RECORDS SHOWN:

-- Opening Marker --

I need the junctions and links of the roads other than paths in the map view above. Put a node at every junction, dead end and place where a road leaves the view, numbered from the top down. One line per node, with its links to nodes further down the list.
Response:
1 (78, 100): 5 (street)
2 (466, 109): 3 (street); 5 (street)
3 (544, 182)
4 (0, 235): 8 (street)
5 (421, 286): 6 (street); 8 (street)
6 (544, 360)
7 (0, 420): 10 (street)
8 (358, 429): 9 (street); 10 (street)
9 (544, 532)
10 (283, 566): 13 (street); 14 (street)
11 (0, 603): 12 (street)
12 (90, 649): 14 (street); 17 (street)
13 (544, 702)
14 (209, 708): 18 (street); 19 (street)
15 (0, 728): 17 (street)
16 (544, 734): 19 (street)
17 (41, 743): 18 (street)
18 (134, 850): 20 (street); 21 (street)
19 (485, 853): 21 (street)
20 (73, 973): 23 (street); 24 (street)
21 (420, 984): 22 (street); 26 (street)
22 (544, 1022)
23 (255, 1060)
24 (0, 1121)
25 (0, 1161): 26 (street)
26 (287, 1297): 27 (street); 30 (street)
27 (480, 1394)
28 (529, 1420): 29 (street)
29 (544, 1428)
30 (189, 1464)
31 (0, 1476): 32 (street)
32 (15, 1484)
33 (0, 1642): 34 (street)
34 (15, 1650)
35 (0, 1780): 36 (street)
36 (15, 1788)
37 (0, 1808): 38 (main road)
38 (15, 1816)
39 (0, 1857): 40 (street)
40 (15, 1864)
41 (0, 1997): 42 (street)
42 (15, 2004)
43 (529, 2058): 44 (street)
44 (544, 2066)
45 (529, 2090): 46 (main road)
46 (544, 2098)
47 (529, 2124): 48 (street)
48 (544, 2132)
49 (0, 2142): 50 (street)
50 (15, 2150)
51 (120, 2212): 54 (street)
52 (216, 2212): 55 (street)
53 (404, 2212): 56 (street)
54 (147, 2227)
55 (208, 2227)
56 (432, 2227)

-- Closing Marker --

TO DO:
Write the entries out once more, exactly, without dropping a line.

ANSWER FOR THIS EXERCISE:
I need the junctions and links of the roads other than paths in the map view above. Put a node at every junction, dead end and place where a road leaves the view, numbered from the top down. One line per node, with its links to nodes further down the list.
Response:
1 (78, 100): 5 (street)
2 (466, 109): 3 (street); 5 (street)
3 (544, 182)
4 (0, 235): 8 (street)
5 (421, 286): 6 (street); 8 (street)
6 (544, 360)
7 (0, 420): 10 (street)
8 (358, 429): 9 (street); 10 (street)
9 (544, 532)
10 (283, 566): 13 (street); 14 (street)
11 (0, 603): 12 (street)
12 (90, 649): 14 (street); 17 (street)
13 (544, 702)
14 (209, 708): 18 (street); 19 (street)
15 (0, 728): 17 (street)
16 (544, 734): 19 (street)
17 (41, 743): 18 (street)
18 (134, 850): 20 (street); 21 (street)
19 (485, 853): 21 (street)
20 (73, 973): 23 (street); 24 (street)
21 (420, 984): 22 (street); 26 (street)
22 (544, 1022)
23 (255, 1060)
24 (0, 1121)
25 (0, 1161): 26 (street)
26 (287, 1297): 27 (street); 30 (street)
27 (480, 1394)
28 (529, 1420): 29 (street)
29 (544, 1428)
30 (189, 1464)
31 (0, 1476): 32 (street)
32 (15, 1484)
33 (0, 1642): 34 (street)
34 (15, 1650)
35 (0, 1780): 36 (street)
36 (15, 1788)
37 (0, 1808): 38 (main road)
38 (15, 1816)
39 (0, 1857): 40 (street)
40 (15, 1864)
41 (0, 1997): 42 (street)
42 (15, 2004)
43 (529, 2058): 44 (street)
44 (544, 2066)
45 (529, 2090): 46 (main road)
46 (544, 2098)
47 (529, 2124): 48 (street)
48 (544, 2132)
49 (0, 2142): 50 (street)
50 (15, 2150)
51 (120, 2212): 54 (street)
52 (216, 2212): 55 (street)
53 (404, 2212): 56 (street)
54 (147, 2227)
55 (208, 2227)
56 (432, 2227)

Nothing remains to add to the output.